Extract each record and reproduce it exactly.

* EXERCISE DATA:
<<<<

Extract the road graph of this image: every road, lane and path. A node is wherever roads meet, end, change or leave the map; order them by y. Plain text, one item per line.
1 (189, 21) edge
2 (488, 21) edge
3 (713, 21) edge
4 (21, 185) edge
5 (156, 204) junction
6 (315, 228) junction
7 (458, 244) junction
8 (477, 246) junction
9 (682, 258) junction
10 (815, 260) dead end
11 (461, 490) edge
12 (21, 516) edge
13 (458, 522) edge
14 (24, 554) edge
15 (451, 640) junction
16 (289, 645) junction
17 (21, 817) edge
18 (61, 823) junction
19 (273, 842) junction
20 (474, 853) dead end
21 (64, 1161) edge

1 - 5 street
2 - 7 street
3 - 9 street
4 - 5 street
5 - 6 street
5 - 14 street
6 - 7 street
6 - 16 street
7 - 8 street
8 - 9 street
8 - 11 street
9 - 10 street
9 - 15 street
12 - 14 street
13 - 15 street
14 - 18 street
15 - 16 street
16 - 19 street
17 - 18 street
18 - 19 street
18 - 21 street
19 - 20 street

>>>>

* ANSWER TO THIS EXERCISE:
Extract the road graph of this image: every road, lane and path. A node is wherever roads meet, end, change or leave the map; order them by y. Plain text, one item per line.
1 (189, 21) edge
2 (488, 21) edge
3 (713, 21) edge
4 (21, 185) edge
5 (156, 204) junction
6 (315, 228) junction
7 (458, 244) junction
8 (477, 246) junction
9 (682, 258) junction
10 (815, 260) dead end
11 (461, 490) edge
12 (21, 516) edge
13 (458, 522) edge
14 (24, 554) edge
15 (451, 640) junction
16 (289, 645) junction
17 (21, 817) edge
18 (61, 823) junction
19 (273, 842) junction
20 (474, 853) dead end
21 (64, 1161) edge

1 - 5 street
2 - 7 street
3 - 9 street
4 - 5 street
5 - 6 street
5 - 14 street
6 - 7 street
6 - 16 street
7 - 8 street
8 - 9 street
8 - 11 street
9 - 10 street
9 - 15 street
12 - 14 street
13 - 15 street
14 - 18 street
15 - 16 street
16 - 19 street
17 - 18 street
18 - 19 street
18 - 21 street
19 - 20 street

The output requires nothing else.